# PROVIDED RECORDS:
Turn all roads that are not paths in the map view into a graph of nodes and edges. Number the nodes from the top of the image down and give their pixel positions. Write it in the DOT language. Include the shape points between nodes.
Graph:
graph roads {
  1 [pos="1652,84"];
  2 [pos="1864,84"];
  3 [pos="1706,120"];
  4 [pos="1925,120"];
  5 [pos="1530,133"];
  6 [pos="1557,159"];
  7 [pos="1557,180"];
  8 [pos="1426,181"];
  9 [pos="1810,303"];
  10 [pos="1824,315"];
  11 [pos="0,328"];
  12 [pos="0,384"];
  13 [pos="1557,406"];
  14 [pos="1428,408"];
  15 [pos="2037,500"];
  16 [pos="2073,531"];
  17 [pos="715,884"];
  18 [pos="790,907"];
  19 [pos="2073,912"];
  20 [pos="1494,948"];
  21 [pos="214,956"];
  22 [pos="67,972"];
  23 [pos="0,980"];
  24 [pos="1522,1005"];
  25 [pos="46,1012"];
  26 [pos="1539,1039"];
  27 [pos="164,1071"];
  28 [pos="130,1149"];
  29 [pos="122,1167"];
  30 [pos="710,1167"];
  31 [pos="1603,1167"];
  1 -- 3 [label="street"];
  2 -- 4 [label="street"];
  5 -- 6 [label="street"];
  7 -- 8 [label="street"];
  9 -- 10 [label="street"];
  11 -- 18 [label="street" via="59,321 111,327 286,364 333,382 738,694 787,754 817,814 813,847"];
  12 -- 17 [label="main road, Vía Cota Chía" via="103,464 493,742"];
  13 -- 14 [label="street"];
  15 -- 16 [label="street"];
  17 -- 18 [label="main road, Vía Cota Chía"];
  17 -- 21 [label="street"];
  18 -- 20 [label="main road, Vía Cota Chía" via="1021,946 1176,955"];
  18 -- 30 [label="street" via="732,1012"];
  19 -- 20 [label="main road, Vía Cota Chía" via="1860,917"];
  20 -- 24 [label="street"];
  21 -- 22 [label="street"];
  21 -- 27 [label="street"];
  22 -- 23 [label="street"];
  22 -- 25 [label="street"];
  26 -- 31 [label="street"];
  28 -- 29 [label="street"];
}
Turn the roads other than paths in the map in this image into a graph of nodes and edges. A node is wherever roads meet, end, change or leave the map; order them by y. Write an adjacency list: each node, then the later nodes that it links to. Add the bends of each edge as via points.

* * *

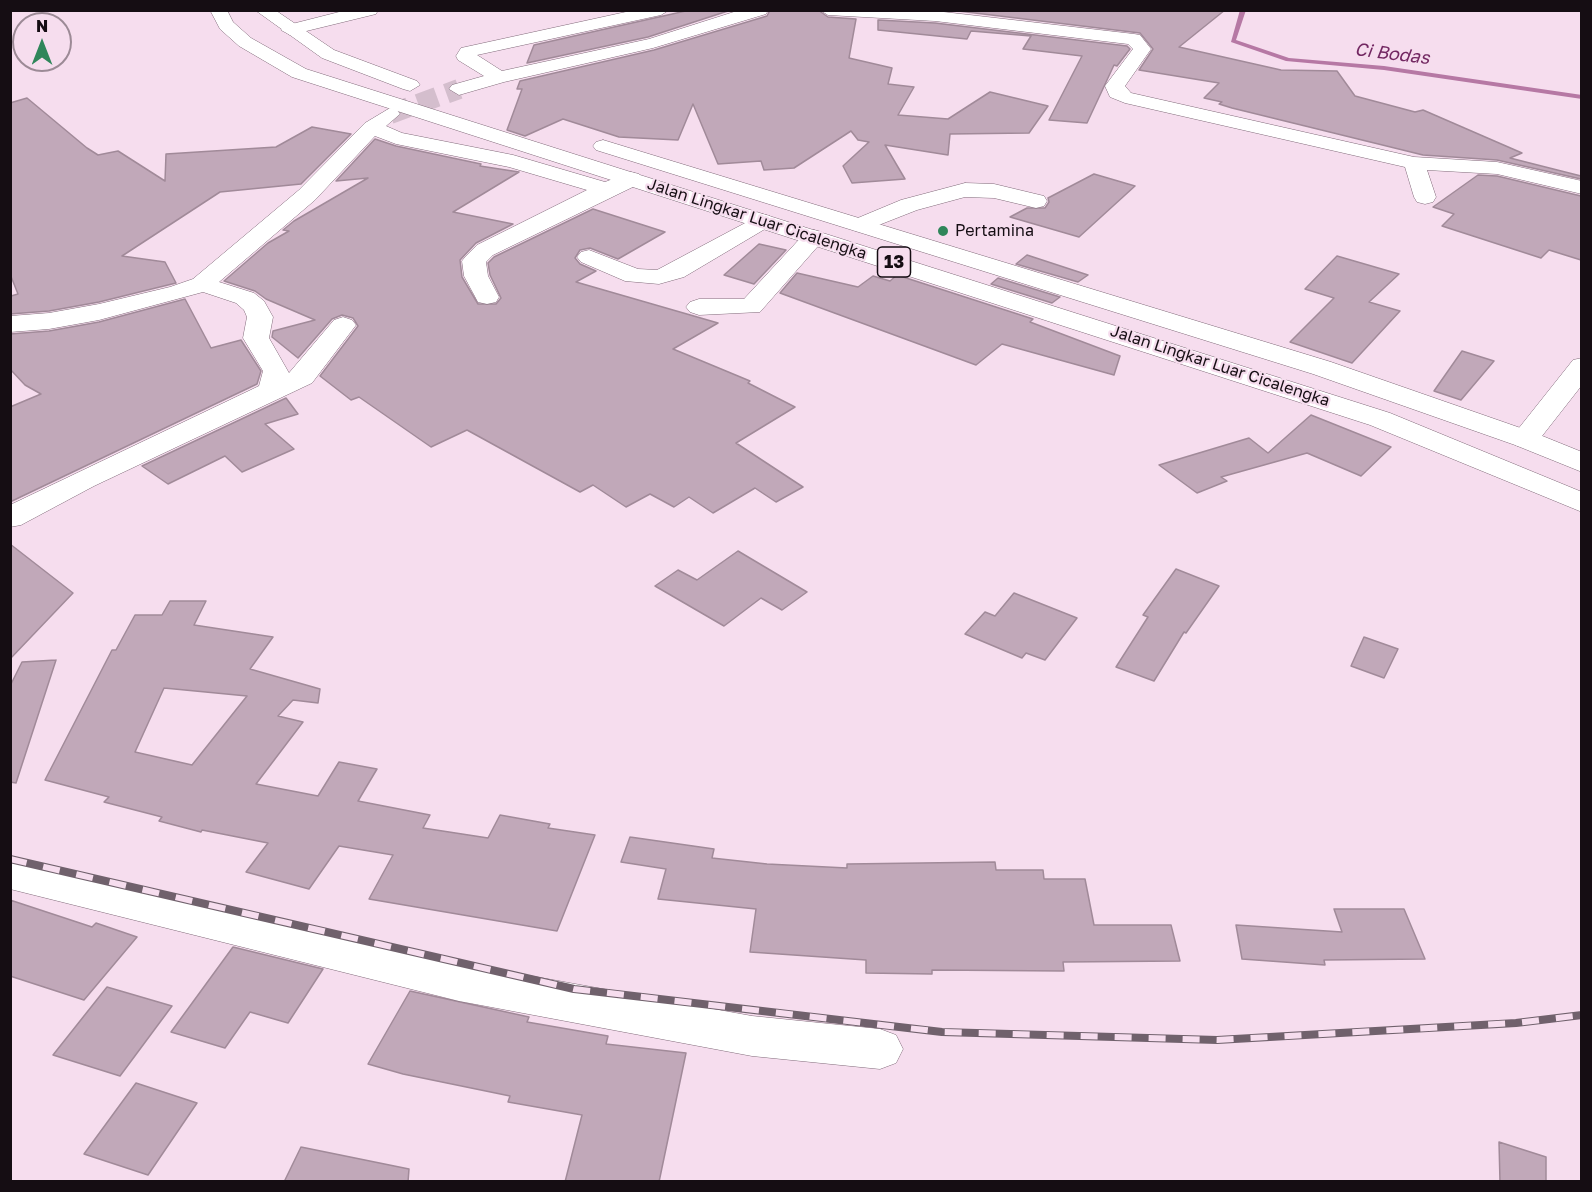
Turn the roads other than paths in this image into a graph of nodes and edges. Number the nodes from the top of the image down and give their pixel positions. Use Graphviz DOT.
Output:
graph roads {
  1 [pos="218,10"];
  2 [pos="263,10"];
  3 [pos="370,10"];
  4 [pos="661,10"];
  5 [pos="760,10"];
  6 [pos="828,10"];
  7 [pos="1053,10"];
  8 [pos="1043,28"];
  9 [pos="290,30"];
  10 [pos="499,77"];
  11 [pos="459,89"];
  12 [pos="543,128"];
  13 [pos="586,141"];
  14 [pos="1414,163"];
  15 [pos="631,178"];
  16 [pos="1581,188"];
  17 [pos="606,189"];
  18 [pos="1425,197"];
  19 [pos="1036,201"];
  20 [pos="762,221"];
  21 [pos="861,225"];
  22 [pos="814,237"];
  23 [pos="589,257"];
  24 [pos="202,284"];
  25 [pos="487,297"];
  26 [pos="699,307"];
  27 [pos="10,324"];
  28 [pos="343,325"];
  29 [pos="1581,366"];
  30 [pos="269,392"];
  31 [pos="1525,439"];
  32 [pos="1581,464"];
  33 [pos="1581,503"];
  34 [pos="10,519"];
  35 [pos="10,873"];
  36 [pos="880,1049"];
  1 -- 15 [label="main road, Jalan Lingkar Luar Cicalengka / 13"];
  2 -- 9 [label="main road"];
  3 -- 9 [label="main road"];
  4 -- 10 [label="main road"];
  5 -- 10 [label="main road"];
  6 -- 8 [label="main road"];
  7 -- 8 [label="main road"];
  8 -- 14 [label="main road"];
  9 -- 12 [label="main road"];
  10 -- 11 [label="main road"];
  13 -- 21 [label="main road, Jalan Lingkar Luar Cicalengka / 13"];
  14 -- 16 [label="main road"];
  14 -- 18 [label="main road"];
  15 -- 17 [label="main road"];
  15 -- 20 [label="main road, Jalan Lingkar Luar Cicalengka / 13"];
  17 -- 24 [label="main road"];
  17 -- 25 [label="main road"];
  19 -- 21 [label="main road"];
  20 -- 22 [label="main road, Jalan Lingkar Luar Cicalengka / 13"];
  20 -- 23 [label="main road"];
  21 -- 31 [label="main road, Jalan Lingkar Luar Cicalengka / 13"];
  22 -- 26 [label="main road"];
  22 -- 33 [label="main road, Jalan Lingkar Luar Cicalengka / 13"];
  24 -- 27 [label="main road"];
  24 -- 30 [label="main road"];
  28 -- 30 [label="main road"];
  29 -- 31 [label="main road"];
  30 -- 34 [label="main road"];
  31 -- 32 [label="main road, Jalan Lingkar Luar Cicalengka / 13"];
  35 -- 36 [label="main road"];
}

---

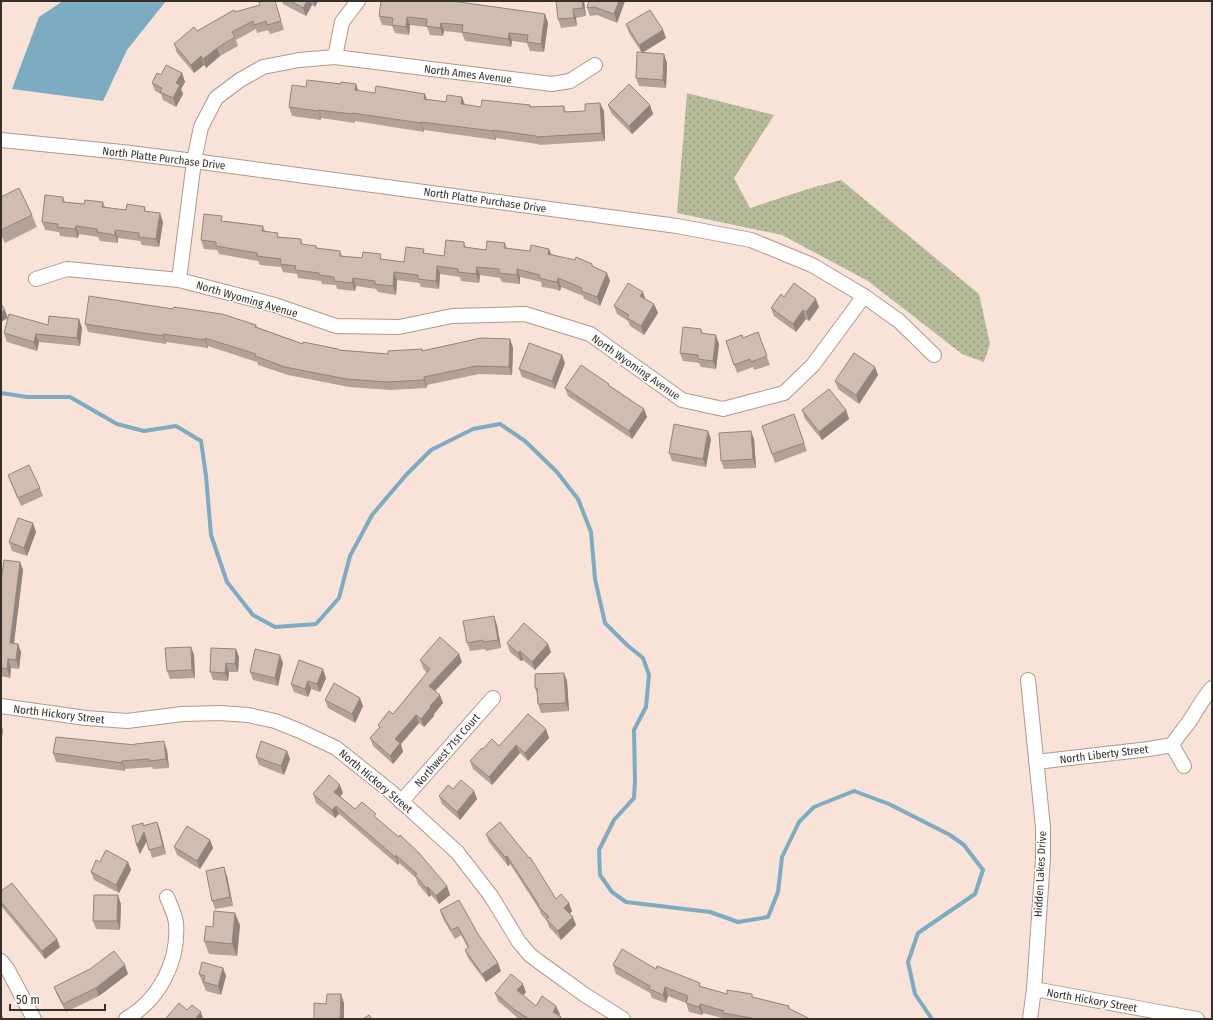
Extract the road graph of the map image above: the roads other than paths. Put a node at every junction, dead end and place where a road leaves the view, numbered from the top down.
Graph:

# TASK:
Every line of the material above that contains "Write" should be counted; give the total only.

# ANSWER TO THE EXERCISE:
2